Start of AVAILABLE RECORDS

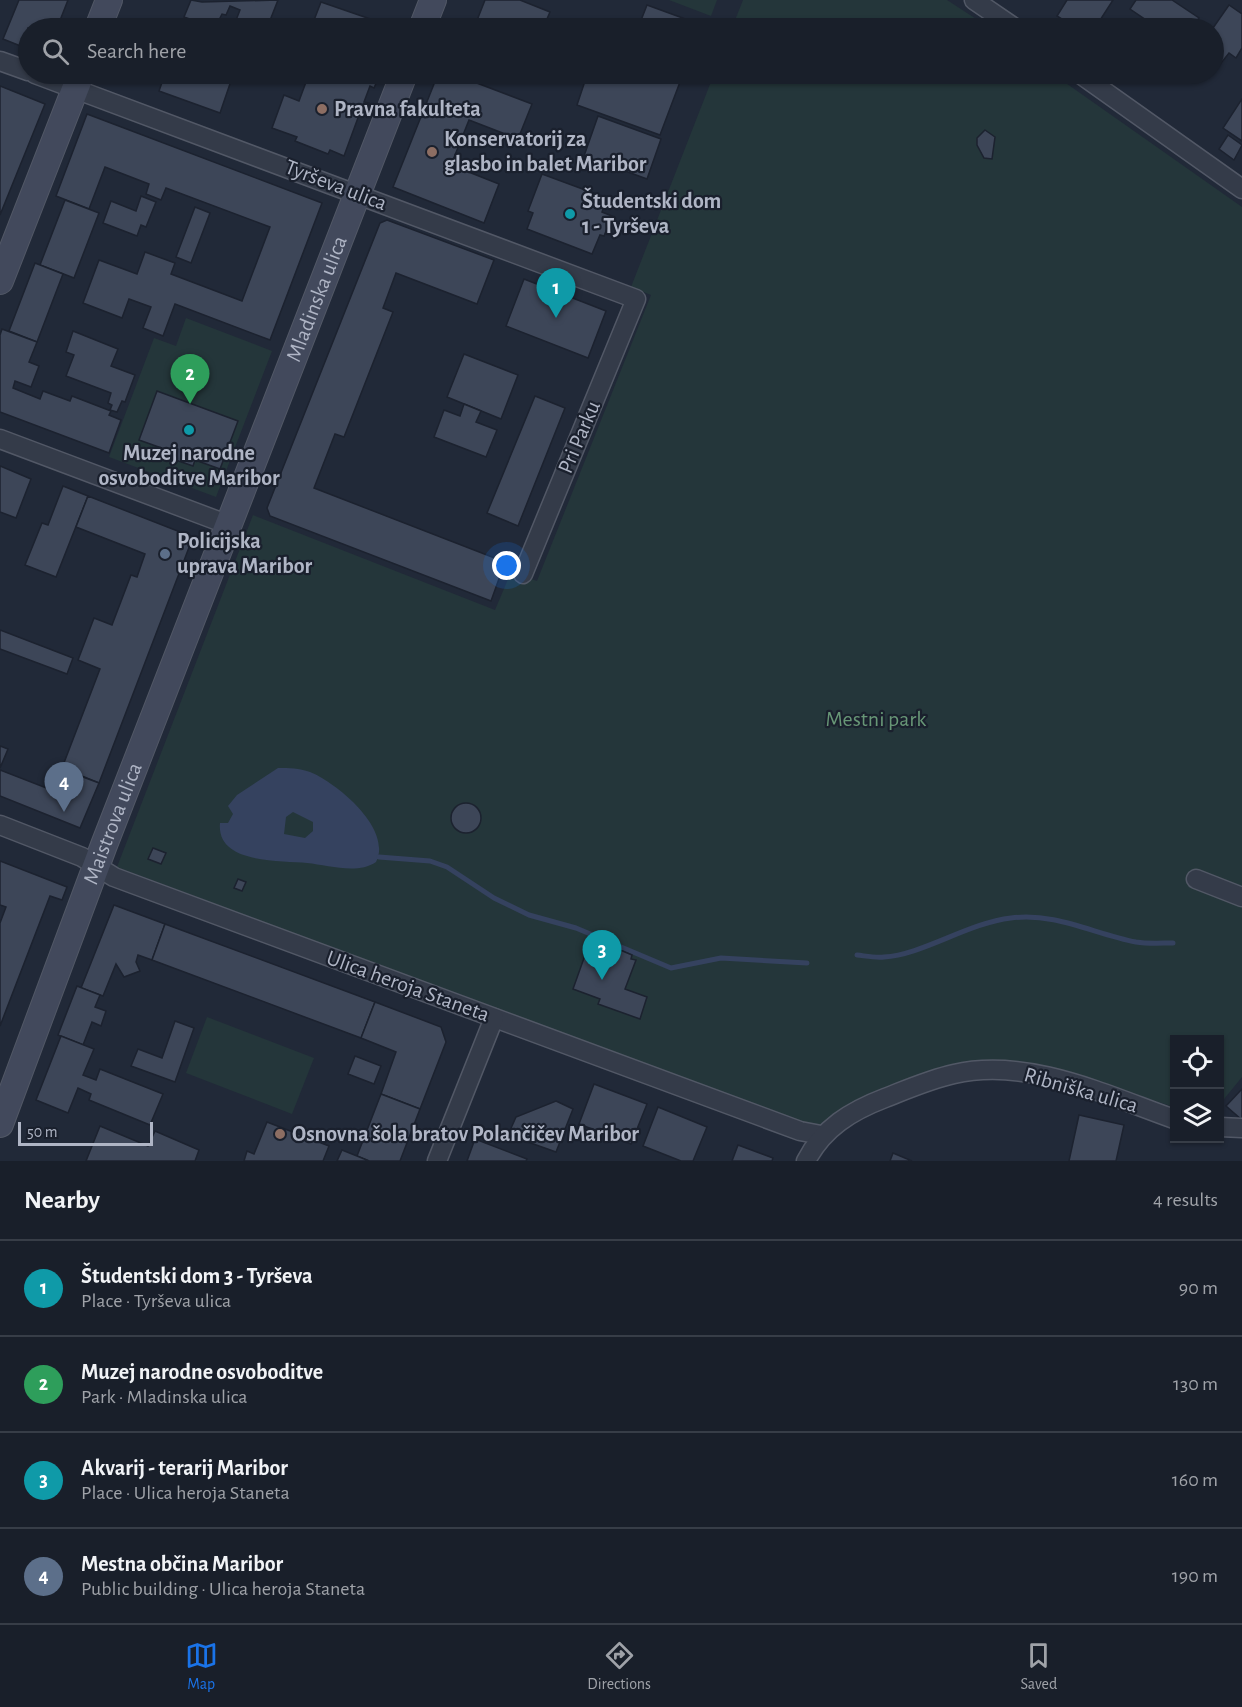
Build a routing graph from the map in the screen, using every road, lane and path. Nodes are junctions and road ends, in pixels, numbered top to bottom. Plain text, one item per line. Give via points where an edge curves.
1 (109, 0) edge
2 (433, 0) edge
3 (986, 3) edge
4 (102, 18) edge
5 (426, 18) edge
6 (1003, 18) edge
7 (0, 61) edge
8 (18, 67) edge
9 (75, 84) edge
10 (87, 84) edge
11 (400, 84) edge
12 (1094, 84) edge
13 (1242, 189) edge
14 (358, 193) junction
15 (0, 281) edge
16 (636, 299) joint
17 (0, 439) edge
18 (229, 525) junction
19 (523, 574) dead end
20 (0, 825) edge
21 (97, 865) junction
22 (1196, 879) dead end
23 (1242, 897) edge
24 (494, 1018) junction
25 (1170, 1118) edge
26 (0, 1124) edge
27 (1224, 1126) edge
28 (1242, 1128) edge
29 (821, 1136) junction
30 (436, 1161) edge
31 (806, 1161) edge

1 - 4 street
2 - 5 street
3 - 6 street
7 - 8 street
9 - 15 street
10 - 14 street, Tyrševa ulica
11 - 14 street, Mladinska ulica
12 - 13 street
14 - 16 street, Tyrševa ulica
14 - 18 street, Mladinska ulica
16 - 19 street, Pri Parku
17 - 18 street
18 - 21 street, Maistrova ulica
20 - 21 street, Ulica heroja Staneta
21 - 24 street, Ulica heroja Staneta via 114,877
21 - 26 street, Maistrova ulica
22 - 23 street
24 - 29 street, Ulica heroja Staneta
24 - 30 street
25 - 29 street, Ribniška ulica via 1057,1080 1027,1072 996,1070 956,1074 916,1086 852,1113
27 - 28 street
29 - 31 street

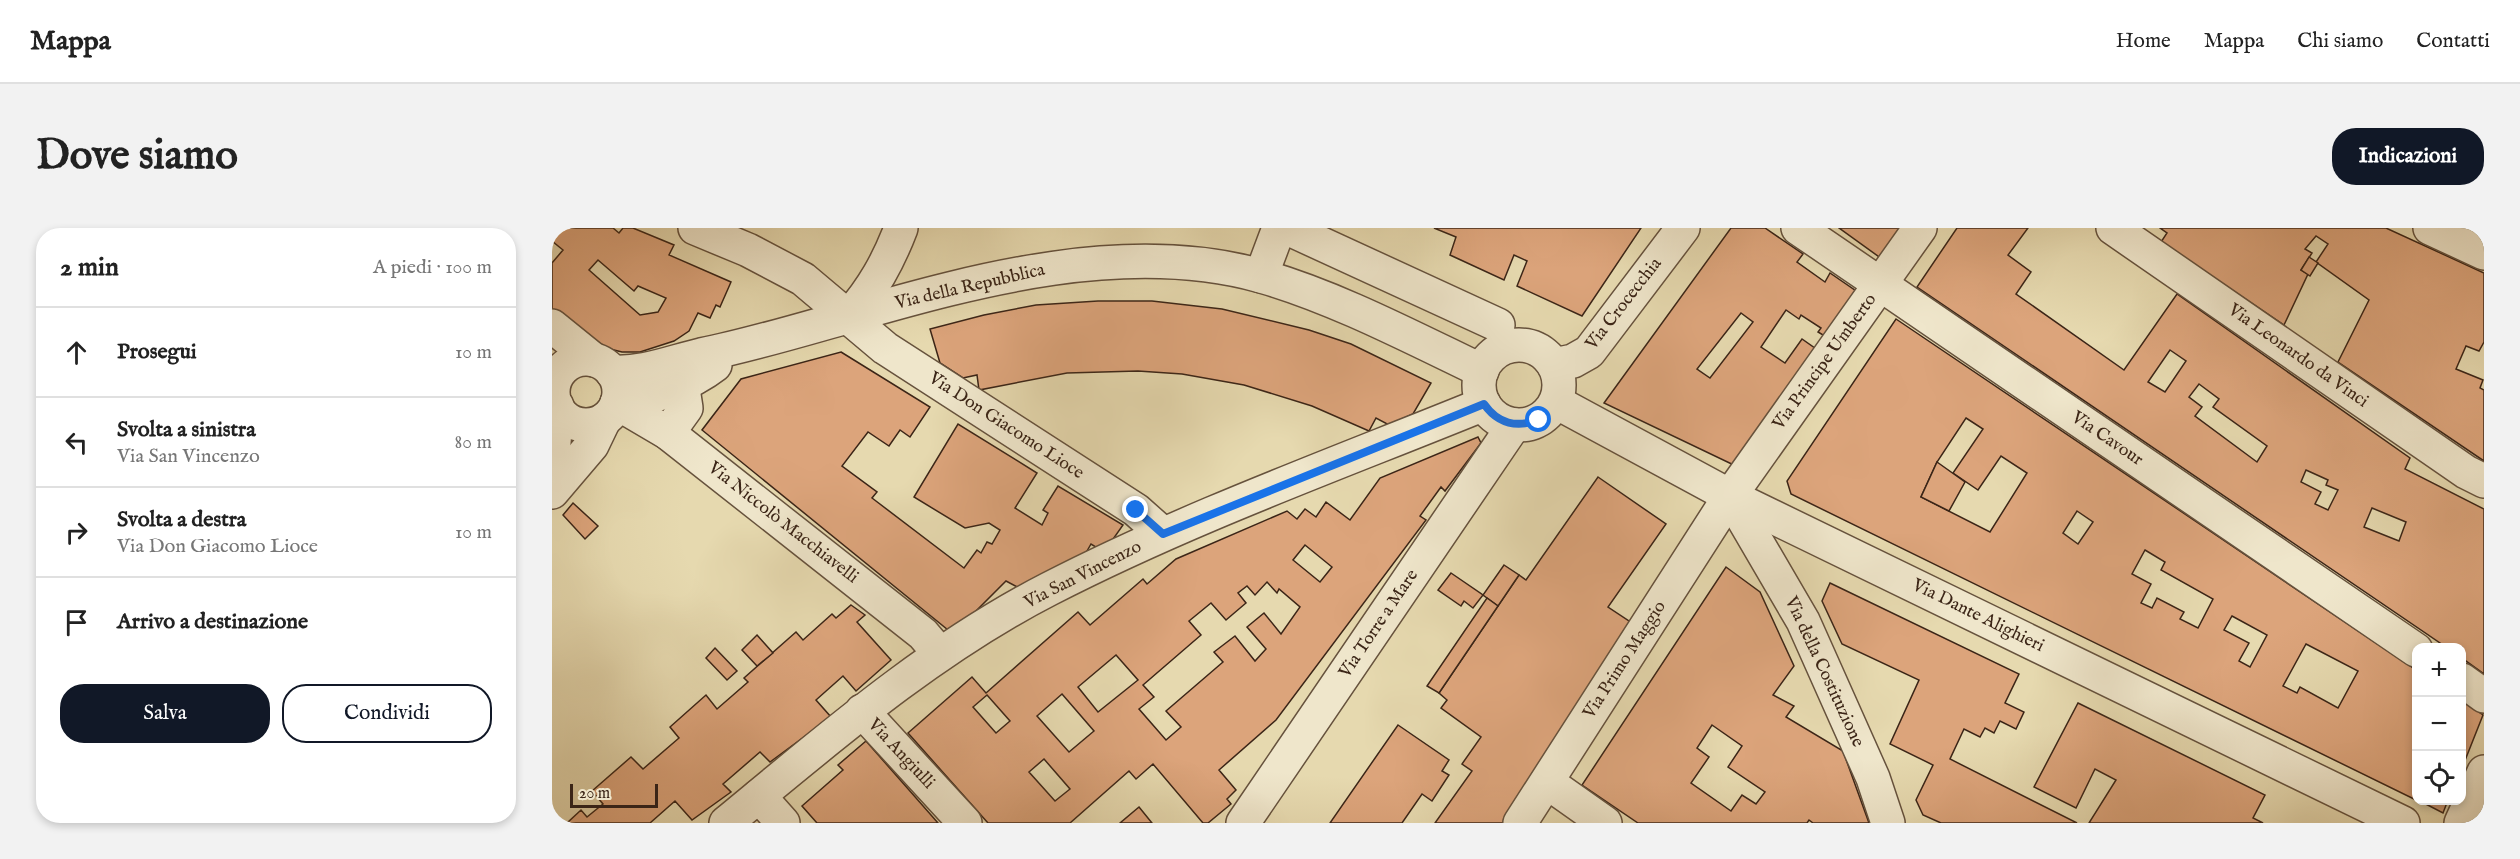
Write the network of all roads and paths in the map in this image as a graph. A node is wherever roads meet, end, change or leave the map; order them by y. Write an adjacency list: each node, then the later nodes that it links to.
1 (695, 228): 13 (street, Via Don Giacomo Lioce)
2 (901, 228): 13 (street)
3 (1279, 228): 11 (street)
4 (1287, 228): 14 (street)
5 (1683, 228): 17 (street, Via Crocecchia)
6 (1798, 228): 12 (street, Via Cavour)
7 (1920, 228): 12 (street, Via Principe Umberto)
8 (2113, 228): 27 (street, Via Leonardo da Vinci)
9 (2430, 228): 10 (street)
10 (2484, 253)
11 (1261, 276): 13 (street, Via della Repubblica); 18 (street, Via della Repubblica)
12 (1881, 285): 29 (street, Via Principe Umberto); 31 (street, Via Cavour)
13 (849, 316): 16 (street, Via della Repubblica); 30 (street, Via Don Giacomo Lioce)
14 (1498, 324)
15 (552, 326): 20 (street, Via Niccolò Macchiavelli)
16 (730, 350): 19 (street, Via della Repubblica); 20 (street, Via della Repubblica)
17 (1554, 365): 18 (street); 22 (street)
18 (1482, 371): 23 (street)
19 (682, 382): 20 (street, Via della Repubblica); 25 (street)
20 (607, 388): 21 (street); 21 (street); 25 (street, Via Niccolò Macchiavelli); 28 (street)
21 (554, 392): 26 (street)
22 (1556, 402): 24 (street); 29 (street, Via Dante Alighieri)
23 (1484, 404): 24 (street); 30 (street, Via San Vincenzo)
24 (1514, 425): 42 (street, Via Torre a Mare)
25 (668, 433): 32 (street, Via Niccolò Macchiavelli)
26 (552, 467)
27 (2484, 481)
28 (552, 492)
29 (1730, 496): 37 (street, Via Primo Maggio); 45 (street, Via della Costituzione); 46 (street, Via Dante Alighieri)
30 (1163, 534): 32 (street, Via San Vincenzo)
31 (2412, 647)
32 (940, 654): 35 (street, Via San Vincenzo)
33 (2466, 683): 34 (street)
34 (2484, 696)
35 (862, 711): 38 (street, Via San Vincenzo); 41 (street, Via Angiulli)
36 (2484, 772): 47 (street)
37 (1547, 782): 43 (street, Via Primo Maggio); 44 (street)
38 (759, 796): 39 (street, Via San Vincenzo); 40 (street)
39 (726, 823)
40 (783, 823)
41 (965, 823)
42 (1243, 823)
43 (1520, 823)
44 (1605, 823)
45 (1888, 823)
46 (2403, 823)
47 (2461, 823)

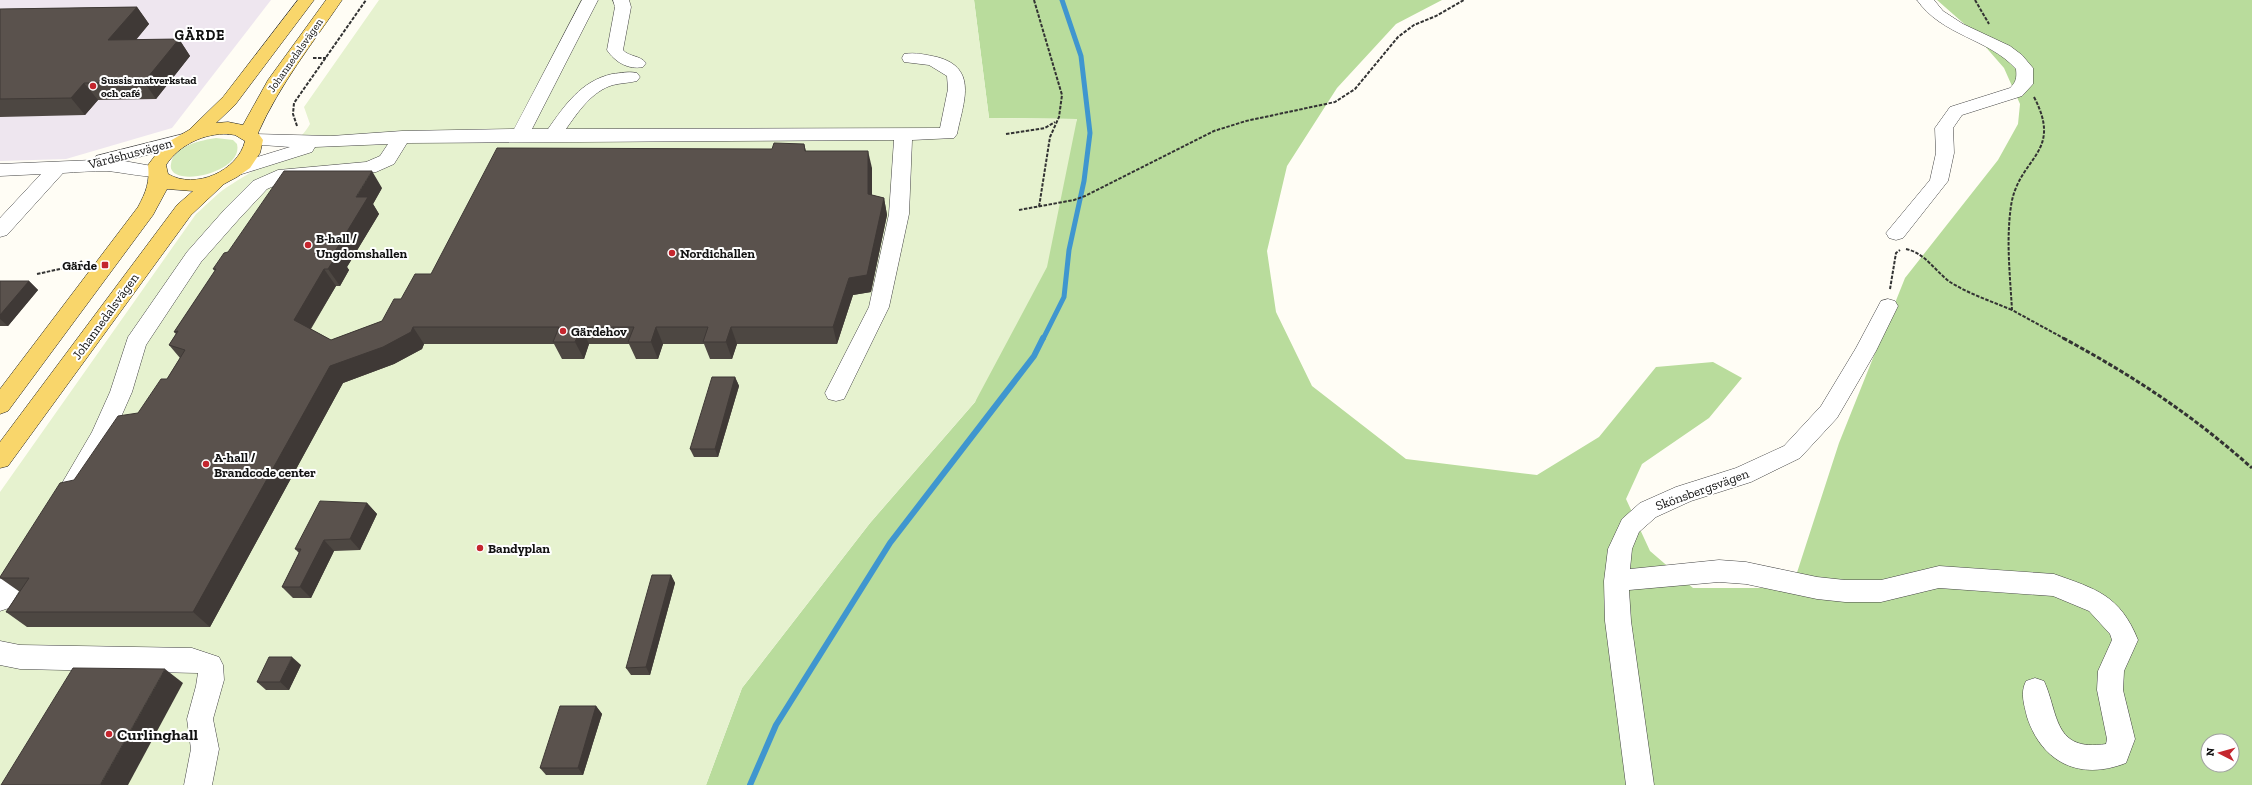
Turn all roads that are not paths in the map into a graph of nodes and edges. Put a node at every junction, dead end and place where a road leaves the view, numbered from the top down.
1 (306, 0) edge
2 (334, 0) edge
3 (590, 0) edge
4 (621, 0) edge
5 (1925, 0) edge
6 (910, 58) dead end
7 (903, 135) junction
8 (252, 136) junction
9 (520, 136) junction
10 (552, 136) junction
11 (189, 137) junction
12 (402, 137) junction
13 (331, 142) junction
14 (77, 167) junction
15 (56, 169) junction
16 (0, 170) edge
17 (158, 175) junction
18 (226, 175) junction
19 (0, 230) edge
20 (1896, 233) dead end
21 (1888, 306) road end
22 (836, 393) dead end
23 (0, 405) edge
24 (0, 459) edge
25 (59, 508) edge
26 (37, 542) edge
27 (1616, 581) junction
28 (0, 600) edge
29 (0, 653) edge
30 (2035, 690) dead end
31 (198, 785) edge
32 (1640, 785) edge

1 - 11 main road, Johannedalsvägen
2 - 8 main road, Johannedalsvägen
3 - 9 street
4 - 10 street
5 - 20 street
6 - 7 street
7 - 10 street
7 - 22 street
8 - 11 main road
8 - 13 street
8 - 18 main road, Johannedalsvägen
9 - 10 street
9 - 12 street
11 - 14 street, Värdshusvägen
11 - 17 main road, Johannedalsvägen
12 - 13 street
12 - 25 street
13 - 18 street
14 - 15 street, Värdshusvägen
14 - 17 street, Värdshusvägen
15 - 16 street, Värdshusvägen
15 - 19 street
17 - 18 main road
17 - 23 main road
18 - 24 main road, Johannedalsvägen
21 - 27 street, Skönsbergsvägen
26 - 28 street
27 - 30 street
27 - 32 street, Skönsbergsvägen
29 - 31 street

End of AVAILABLE RECORDS

**TASK TO CARRY OUT**:
Copy out each line of the records above that includes "Principe".

**EXERCISE OUTPUT**:
7 (1920, 228): 12 (street, Via Principe Umberto)
12 (1881, 285): 29 (street, Via Principe Umberto); 31 (street, Via Cavour)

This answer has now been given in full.